[[ Information given, beginning ]]

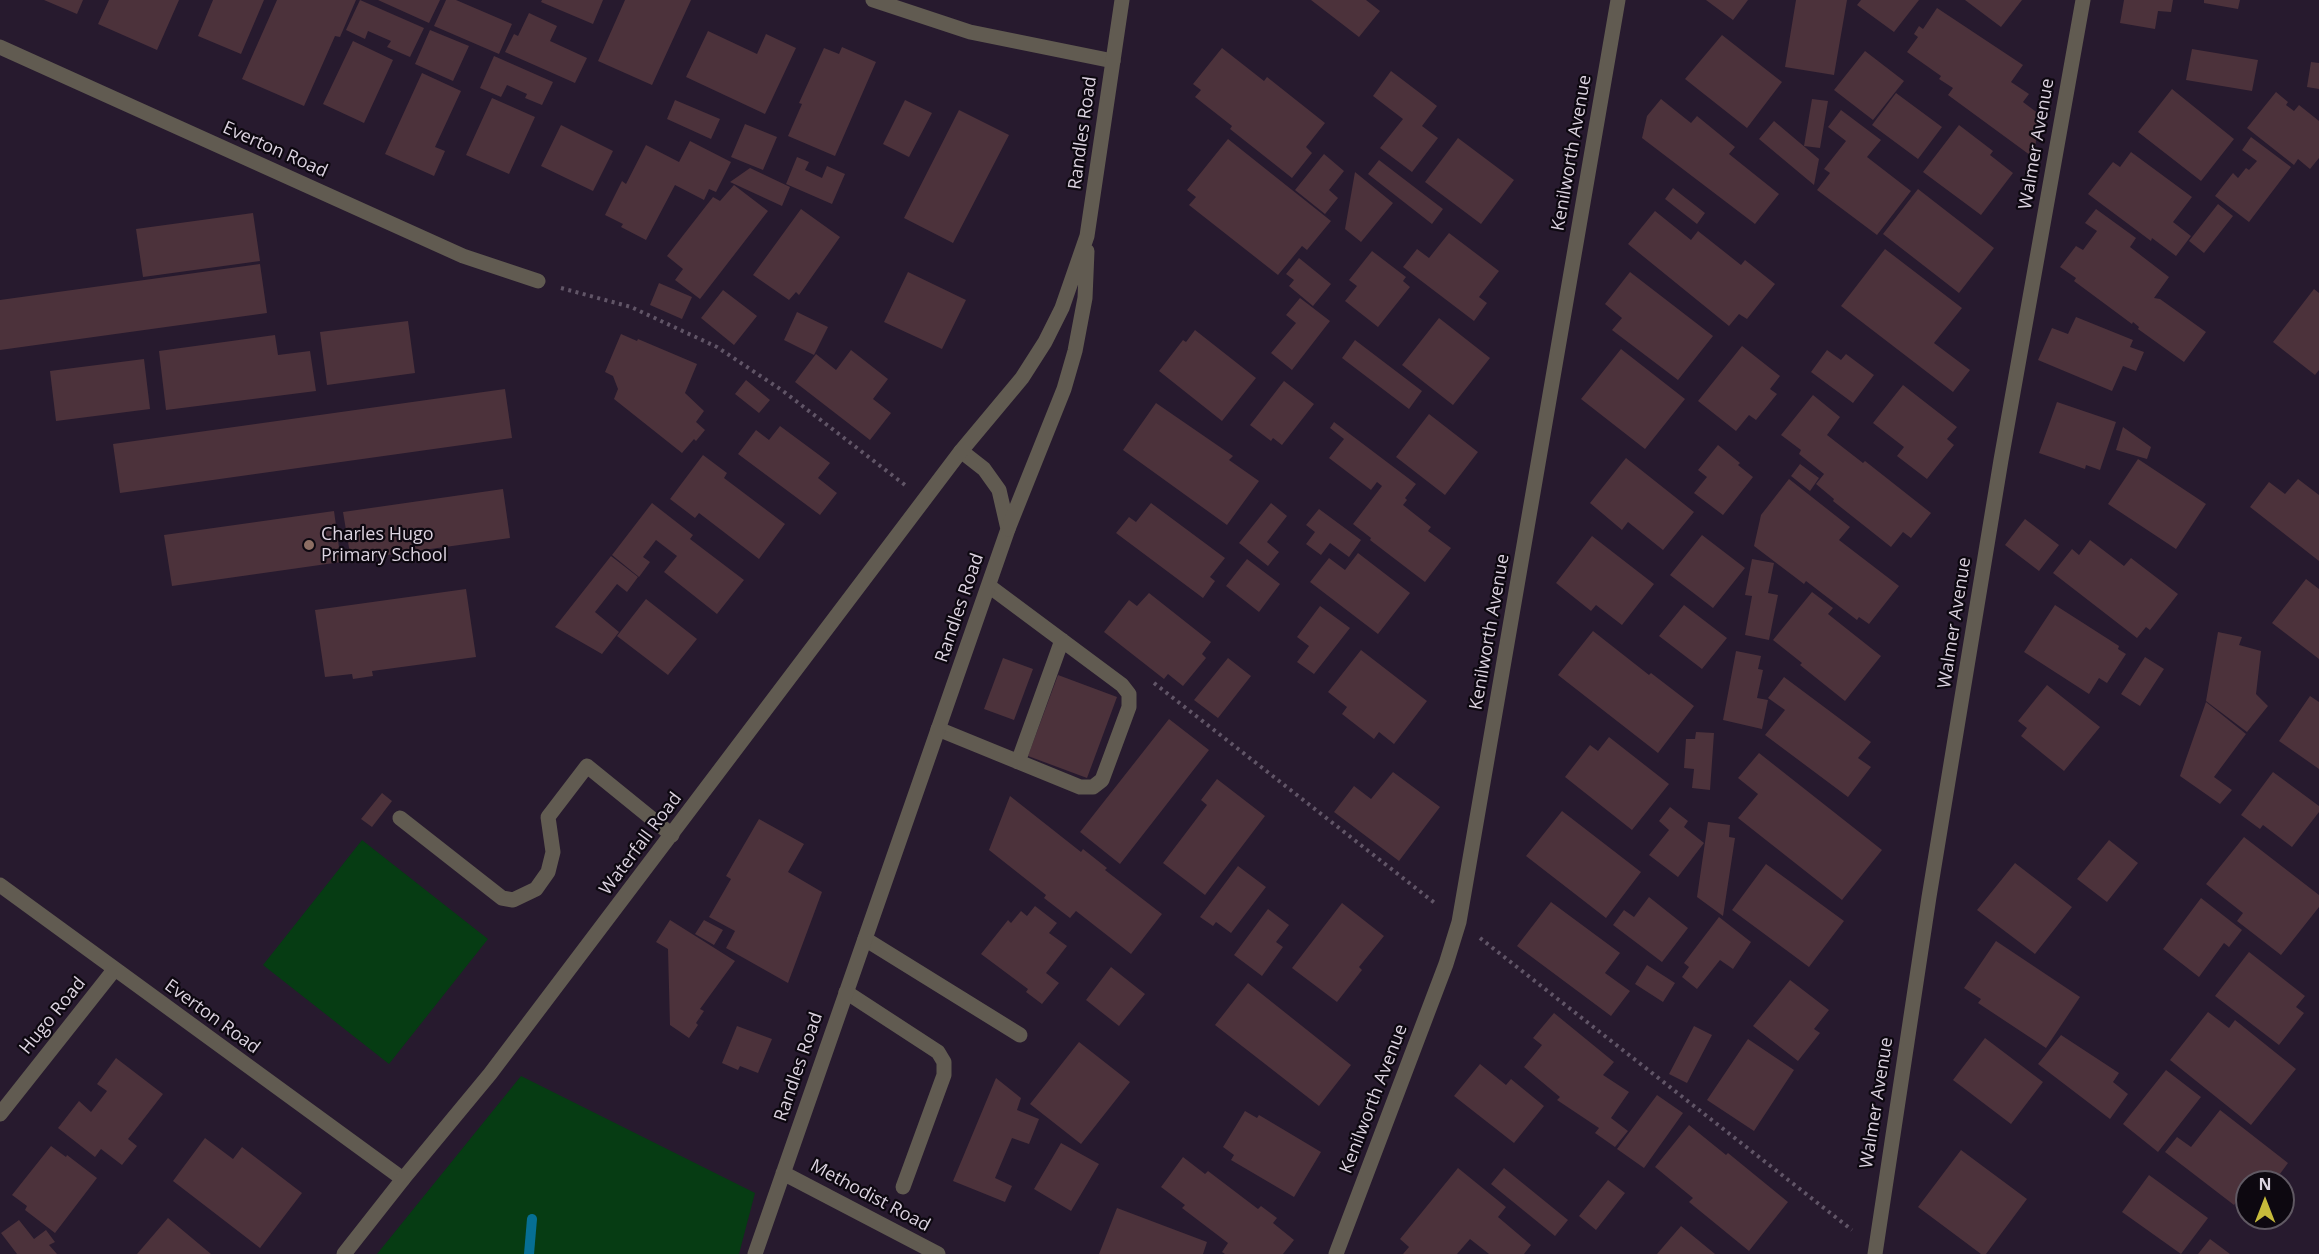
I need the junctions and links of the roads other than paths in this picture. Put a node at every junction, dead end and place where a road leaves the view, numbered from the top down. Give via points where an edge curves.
1 (873, 0) edge
2 (1122, 0) edge
3 (1618, 0) edge
4 (2083, 0) edge
5 (0, 47) edge
6 (1113, 61) junction
7 (1087, 236) junction
8 (538, 281) road end
9 (961, 451) junction
10 (1008, 529) junction
11 (988, 586) junction
12 (1062, 640) junction
13 (938, 729) junction
14 (1018, 762) junction
15 (400, 818) dead end
16 (672, 835) junction
17 (0, 885) edge
18 (865, 939) junction
19 (114, 970) junction
20 (846, 992) junction
21 (1020, 1035) dead end
22 (0, 1114) edge
23 (783, 1173) junction
24 (403, 1179) junction
25 (903, 1187) dead end
26 (1873, 1252) edge
27 (344, 1254) edge
28 (755, 1254) edge
29 (938, 1254) edge
30 (1336, 1254) edge

1 - 6 street via 970,32
2 - 6 street, Randles Road
3 - 30 street, Kenilworth Avenue via 1459,922
4 - 26 street, Walmer Avenue via 1964,685
5 - 8 street, Everton Road via 463,256
6 - 7 street, Randles Road
7 - 9 street, Randles Road via 1062,308 1045,342 1022,378
7 - 10 street, Randles Road via 1085,298 1075,351 1064,389
9 - 10 street via 984,469 999,490
9 - 16 street, Waterfall Road
10 - 11 street, Randles Road
11 - 12 street
11 - 13 street, Randles Road
12 - 14 street
12 - 14 street via 1122,685 1129,694 1129,707 1102,780 1092,787 1080,787
13 - 14 street
13 - 18 street, Randles Road
15 - 16 street via 502,898 513,900 536,889 548,872 553,852 548,817 587,766
16 - 24 street, Waterfall Road via 490,1074
17 - 19 street, Everton Road
18 - 20 street, Randles Road
18 - 21 street
19 - 22 street, Hugo Road
19 - 24 street, Everton Road
20 - 23 street, Randles Road
20 - 25 street via 938,1052 944,1062 944,1075
23 - 28 street, Randles Road
23 - 29 street, Methodist Road
24 - 27 street, Waterfall Road

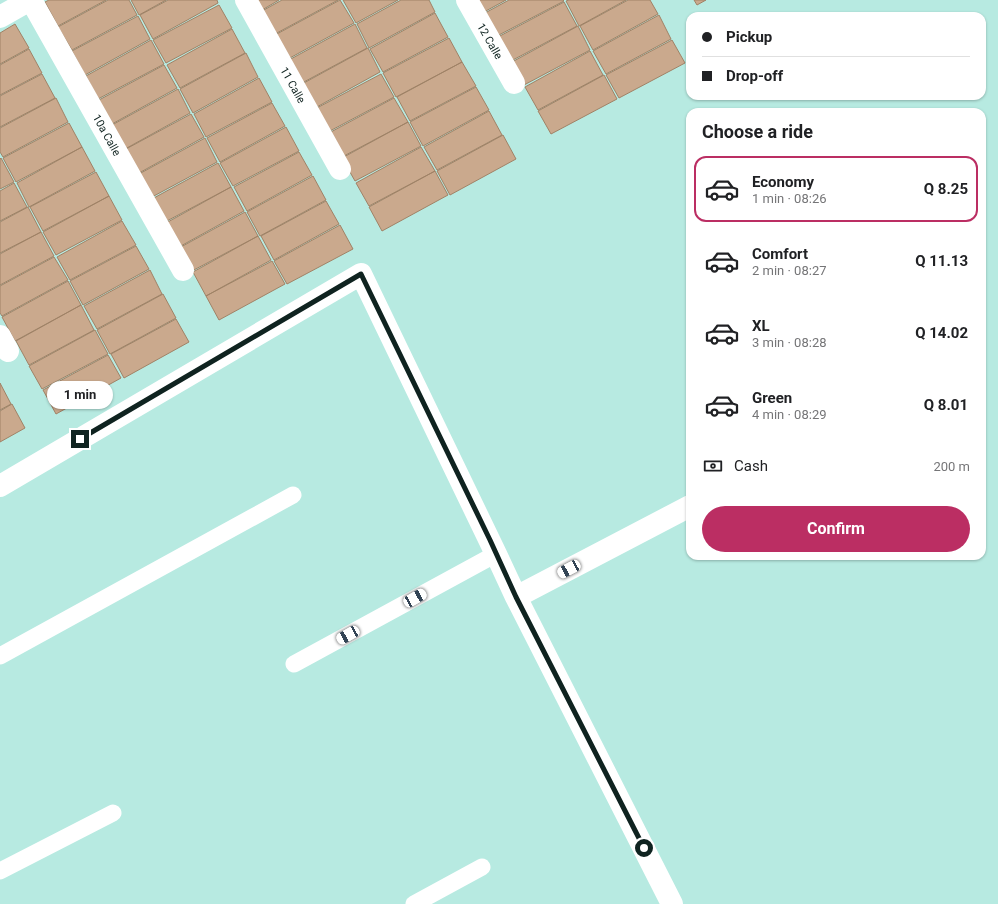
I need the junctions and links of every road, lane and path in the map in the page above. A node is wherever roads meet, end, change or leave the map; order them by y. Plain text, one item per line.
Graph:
1 (31, 0) edge
2 (246, 0) edge
3 (467, 0) edge
4 (0, 17) edge
5 (514, 83) dead end
6 (340, 169) dead end
7 (183, 270) dead end
8 (0, 486) edge
9 (293, 495) dead end
10 (686, 508) edge
11 (496, 554) junction
12 (516, 597) junction
13 (0, 656) edge
14 (294, 664) dead end
15 (112, 813) dead end
16 (482, 867) dead end
17 (0, 871) edge
18 (414, 904) edge
19 (672, 904) edge

1 - 4 street
1 - 7 street, 10a Calle
2 - 6 street, 11 Calle
3 - 5 street, 12 Calle
8 - 11 street
9 - 13 lane
10 - 12 street
11 - 12 street
11 - 14 lane
12 - 19 street
15 - 17 lane
16 - 18 lane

[[ Information given, end ]]

• Action item: Across the records above, return every line that contains the word "links".

• Your response:
I need the junctions and links of the roads other than paths in this picture. Put a node at every junction, dead end and place where a road leaves the view, numbered from the top down. Give via points where an edge curves.
I need the junctions and links of every road, lane and path in the map in the page above. A node is wherever roads meet, end, change or leave the map; order them by y. Plain text, one item per line.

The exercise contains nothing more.